The Season of the Stranger Read online

Page 6


  “He is,” Girard said.

  “Why is the eye the dish of honor?”

  “The vision of the guest is supposed to be improved.”

  “No,” she said. “Lambs cannot see well.”

  “It was probably the eyes of enemy warriors that started the custom,” he said. “And then the Mongols conquered the civilized and cultured people of north China and learned to substitute the eyes of the lamb.” The waiter came in with meat and buns. He gave them sticks. The water was boiling and they cleaned the sticks in it. “Bring yellow wine,” Girard told him.

  They put strips of beef and lamb in the boiling water and opened some of the buns with the sticks. He smiled at her, and as she started to speak the room became dark.

  “Ya,” she said. “The meat will burn.”

  “The waiter will bring a lamp. This probably happens every night.”

  “Ask him for some pork when he comes,” she said.

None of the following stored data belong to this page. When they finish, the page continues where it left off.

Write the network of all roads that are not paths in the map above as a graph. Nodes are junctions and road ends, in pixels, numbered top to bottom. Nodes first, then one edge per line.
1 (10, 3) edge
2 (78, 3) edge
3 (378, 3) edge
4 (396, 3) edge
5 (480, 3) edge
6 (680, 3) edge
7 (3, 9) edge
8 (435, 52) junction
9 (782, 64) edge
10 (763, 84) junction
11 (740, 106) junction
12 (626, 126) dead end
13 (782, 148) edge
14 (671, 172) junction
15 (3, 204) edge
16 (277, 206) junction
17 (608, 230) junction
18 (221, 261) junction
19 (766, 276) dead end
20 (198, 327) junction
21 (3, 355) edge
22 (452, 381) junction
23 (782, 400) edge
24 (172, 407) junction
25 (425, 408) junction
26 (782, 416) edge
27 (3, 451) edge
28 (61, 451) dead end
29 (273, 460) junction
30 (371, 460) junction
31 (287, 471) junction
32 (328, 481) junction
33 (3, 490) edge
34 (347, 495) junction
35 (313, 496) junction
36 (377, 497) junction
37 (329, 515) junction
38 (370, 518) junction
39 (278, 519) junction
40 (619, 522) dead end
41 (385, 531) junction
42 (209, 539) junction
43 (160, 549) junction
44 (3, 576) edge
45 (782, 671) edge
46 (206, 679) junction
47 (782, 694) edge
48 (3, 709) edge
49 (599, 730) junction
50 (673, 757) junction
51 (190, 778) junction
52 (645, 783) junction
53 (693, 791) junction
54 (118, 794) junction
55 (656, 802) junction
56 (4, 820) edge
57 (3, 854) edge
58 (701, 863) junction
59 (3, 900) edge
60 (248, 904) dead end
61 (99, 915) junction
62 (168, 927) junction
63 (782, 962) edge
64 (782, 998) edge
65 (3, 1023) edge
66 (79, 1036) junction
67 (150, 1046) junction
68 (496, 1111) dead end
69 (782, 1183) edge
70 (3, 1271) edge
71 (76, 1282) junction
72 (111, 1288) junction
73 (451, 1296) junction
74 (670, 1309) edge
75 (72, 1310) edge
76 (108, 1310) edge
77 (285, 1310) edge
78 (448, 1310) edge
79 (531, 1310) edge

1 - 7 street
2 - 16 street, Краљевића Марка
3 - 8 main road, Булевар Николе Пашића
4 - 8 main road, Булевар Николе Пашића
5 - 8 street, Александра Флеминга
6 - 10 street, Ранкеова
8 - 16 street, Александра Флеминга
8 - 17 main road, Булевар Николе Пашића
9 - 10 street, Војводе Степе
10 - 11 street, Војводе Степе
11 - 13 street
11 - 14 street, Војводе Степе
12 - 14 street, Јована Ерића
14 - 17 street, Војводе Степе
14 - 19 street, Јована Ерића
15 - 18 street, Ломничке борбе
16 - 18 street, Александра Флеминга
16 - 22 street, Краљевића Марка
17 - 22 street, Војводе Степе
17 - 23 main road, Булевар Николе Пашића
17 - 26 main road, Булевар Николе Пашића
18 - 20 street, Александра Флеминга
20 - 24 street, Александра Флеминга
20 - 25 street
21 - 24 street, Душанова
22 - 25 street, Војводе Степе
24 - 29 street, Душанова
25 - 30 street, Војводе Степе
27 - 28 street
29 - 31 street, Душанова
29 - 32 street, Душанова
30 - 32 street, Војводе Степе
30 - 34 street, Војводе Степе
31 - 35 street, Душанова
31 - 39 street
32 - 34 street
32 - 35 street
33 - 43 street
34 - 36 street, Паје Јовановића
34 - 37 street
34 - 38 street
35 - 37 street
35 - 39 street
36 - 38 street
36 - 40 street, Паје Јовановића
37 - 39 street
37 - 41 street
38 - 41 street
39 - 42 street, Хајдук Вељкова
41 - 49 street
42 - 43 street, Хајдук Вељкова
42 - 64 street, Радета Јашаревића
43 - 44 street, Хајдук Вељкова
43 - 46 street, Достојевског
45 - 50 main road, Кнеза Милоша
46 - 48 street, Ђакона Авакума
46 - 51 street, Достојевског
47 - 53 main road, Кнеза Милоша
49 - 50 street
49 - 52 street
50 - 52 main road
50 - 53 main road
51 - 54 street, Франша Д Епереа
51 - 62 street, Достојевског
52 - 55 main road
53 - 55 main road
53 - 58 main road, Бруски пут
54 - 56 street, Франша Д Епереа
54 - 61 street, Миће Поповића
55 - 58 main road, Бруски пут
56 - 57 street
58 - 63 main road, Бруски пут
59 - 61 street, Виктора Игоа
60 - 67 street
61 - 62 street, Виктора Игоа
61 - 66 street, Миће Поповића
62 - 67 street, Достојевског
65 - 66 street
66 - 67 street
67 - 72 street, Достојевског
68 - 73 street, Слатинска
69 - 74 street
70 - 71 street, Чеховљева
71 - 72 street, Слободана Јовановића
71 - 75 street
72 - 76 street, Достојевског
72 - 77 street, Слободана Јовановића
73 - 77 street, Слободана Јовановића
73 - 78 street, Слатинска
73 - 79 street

  “Is this a joke? I am from the northwest,” he said.

  “What does that mean?”

  “It means that the restaurant is Mohammedan. You will get the wings of the emperor’s pheasants if you have the money, but you will not get pork.”

  “I forgot,” she said.

  “There is something else, though. He has forgotten the garlic hearts.”

  The waiter came in then with the lamp and the wine. Girard asked him to bring garlic. The waiter apologized and left. The lamp was small with a red base and printed on the base were the words “Standard Oil” and then the four characters which mean “Standard Oil” to China.

  “Perhaps you have the leg of the lamb,” she said. “It will make you more active. You will not sleep in the afternoon.”

  The waiter put a plate of garlic hearts on the table. They pulled the cooked meat from the boiling water and dropped it into the sauce bowls. They put more lamb in the water and ate the sauced meat.

  “Good,” she said. He nodded with his mouth full. When the first strips were gone the second group was ready. He put a garlic heart into one of the buns and stuffed the meat after it. The sauce soaked quickly through the white of the bun and stopped at the crust.

  The waiter brought meat when it was needed and at the end there were five empty platters on the dirty cloth. He brought cabbage and noodles then and they slid them into the bubbling soup and put the cover over the cup. Girard smoked waiting for the soup. The smeared lymph ran from his fingers through the cigarette paper. Li-ling sat with her eyes closed until she had belched.

  She ladled the soup with a porcelain spoon and they drank it hot, with loud inhalations, from the bowls. The fatty coating washed away from Girard’s mouth and the heat burned away the heavy clotted dullness in his stomach. He released a long warm breath. “I think I will buy one of these pots for the house,” he said, pouring tea.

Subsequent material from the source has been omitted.